Task item
Output the data exactly, with every line intact.

(Stored data)
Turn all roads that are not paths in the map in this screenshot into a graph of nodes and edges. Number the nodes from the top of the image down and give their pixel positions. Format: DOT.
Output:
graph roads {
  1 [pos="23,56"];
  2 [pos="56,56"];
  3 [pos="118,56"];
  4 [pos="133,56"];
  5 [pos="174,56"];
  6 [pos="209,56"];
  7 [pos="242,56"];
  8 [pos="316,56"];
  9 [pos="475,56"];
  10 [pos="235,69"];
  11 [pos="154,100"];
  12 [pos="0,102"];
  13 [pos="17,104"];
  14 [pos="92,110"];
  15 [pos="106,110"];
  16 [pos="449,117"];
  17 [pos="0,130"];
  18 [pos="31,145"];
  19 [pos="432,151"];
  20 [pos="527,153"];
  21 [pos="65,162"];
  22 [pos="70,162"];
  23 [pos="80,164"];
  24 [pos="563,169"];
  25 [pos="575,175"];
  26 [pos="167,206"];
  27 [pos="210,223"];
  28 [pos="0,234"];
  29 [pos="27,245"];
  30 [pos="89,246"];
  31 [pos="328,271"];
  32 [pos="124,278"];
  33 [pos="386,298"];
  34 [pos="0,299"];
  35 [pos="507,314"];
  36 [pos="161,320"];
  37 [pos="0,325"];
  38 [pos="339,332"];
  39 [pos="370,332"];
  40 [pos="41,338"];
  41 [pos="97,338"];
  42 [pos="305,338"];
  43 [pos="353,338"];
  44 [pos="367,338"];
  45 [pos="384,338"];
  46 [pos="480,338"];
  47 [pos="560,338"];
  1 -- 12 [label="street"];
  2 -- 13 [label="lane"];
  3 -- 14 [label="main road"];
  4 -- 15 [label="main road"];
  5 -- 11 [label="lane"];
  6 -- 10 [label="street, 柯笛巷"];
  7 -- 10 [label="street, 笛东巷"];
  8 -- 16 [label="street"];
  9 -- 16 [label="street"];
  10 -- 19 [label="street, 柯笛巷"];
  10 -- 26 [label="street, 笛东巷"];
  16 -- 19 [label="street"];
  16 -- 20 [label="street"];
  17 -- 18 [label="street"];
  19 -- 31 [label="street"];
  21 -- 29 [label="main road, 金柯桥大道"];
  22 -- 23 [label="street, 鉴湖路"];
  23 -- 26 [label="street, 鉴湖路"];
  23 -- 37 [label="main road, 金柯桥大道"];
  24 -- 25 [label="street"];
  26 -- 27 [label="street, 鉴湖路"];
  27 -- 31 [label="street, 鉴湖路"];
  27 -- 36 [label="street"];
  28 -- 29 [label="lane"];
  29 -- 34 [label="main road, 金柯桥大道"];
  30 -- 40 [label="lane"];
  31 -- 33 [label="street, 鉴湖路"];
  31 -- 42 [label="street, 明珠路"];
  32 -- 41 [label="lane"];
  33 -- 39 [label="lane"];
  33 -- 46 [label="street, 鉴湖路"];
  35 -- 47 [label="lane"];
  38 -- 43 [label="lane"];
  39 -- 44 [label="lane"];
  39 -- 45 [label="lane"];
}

Answer space
Turn all roads that are not paths in the map in this screenshot into a graph of nodes and edges. Number the nodes from the top of the image down and give their pixel positions. Format: DOT.
Output:
graph roads {
  1 [pos="23,56"];
  2 [pos="56,56"];
  3 [pos="118,56"];
  4 [pos="133,56"];
  5 [pos="174,56"];
  6 [pos="209,56"];
  7 [pos="242,56"];
  8 [pos="316,56"];
  9 [pos="475,56"];
  10 [pos="235,69"];
  11 [pos="154,100"];
  12 [pos="0,102"];
  13 [pos="17,104"];
  14 [pos="92,110"];
  15 [pos="106,110"];
  16 [pos="449,117"];
  17 [pos="0,130"];
  18 [pos="31,145"];
  19 [pos="432,151"];
  20 [pos="527,153"];
  21 [pos="65,162"];
  22 [pos="70,162"];
  23 [pos="80,164"];
  24 [pos="563,169"];
  25 [pos="575,175"];
  26 [pos="167,206"];
  27 [pos="210,223"];
  28 [pos="0,234"];
  29 [pos="27,245"];
  30 [pos="89,246"];
  31 [pos="328,271"];
  32 [pos="124,278"];
  33 [pos="386,298"];
  34 [pos="0,299"];
  35 [pos="507,314"];
  36 [pos="161,320"];
  37 [pos="0,325"];
  38 [pos="339,332"];
  39 [pos="370,332"];
  40 [pos="41,338"];
  41 [pos="97,338"];
  42 [pos="305,338"];
  43 [pos="353,338"];
  44 [pos="367,338"];
  45 [pos="384,338"];
  46 [pos="480,338"];
  47 [pos="560,338"];
  1 -- 12 [label="street"];
  2 -- 13 [label="lane"];
  3 -- 14 [label="main road"];
  4 -- 15 [label="main road"];
  5 -- 11 [label="lane"];
  6 -- 10 [label="street, 柯笛巷"];
  7 -- 10 [label="street, 笛东巷"];
  8 -- 16 [label="street"];
  9 -- 16 [label="street"];
  10 -- 19 [label="street, 柯笛巷"];
  10 -- 26 [label="street, 笛东巷"];
  16 -- 19 [label="street"];
  16 -- 20 [label="street"];
  17 -- 18 [label="street"];
  19 -- 31 [label="street"];
  21 -- 29 [label="main road, 金柯桥大道"];
  22 -- 23 [label="street, 鉴湖路"];
  23 -- 26 [label="street, 鉴湖路"];
  23 -- 37 [label="main road, 金柯桥大道"];
  24 -- 25 [label="street"];
  26 -- 27 [label="street, 鉴湖路"];
  27 -- 31 [label="street, 鉴湖路"];
  27 -- 36 [label="street"];
  28 -- 29 [label="lane"];
  29 -- 34 [label="main road, 金柯桥大道"];
  30 -- 40 [label="lane"];
  31 -- 33 [label="street, 鉴湖路"];
  31 -- 42 [label="street, 明珠路"];
  32 -- 41 [label="lane"];
  33 -- 39 [label="lane"];
  33 -- 46 [label="street, 鉴湖路"];
  35 -- 47 [label="lane"];
  38 -- 43 [label="lane"];
  39 -- 44 [label="lane"];
  39 -- 45 [label="lane"];
}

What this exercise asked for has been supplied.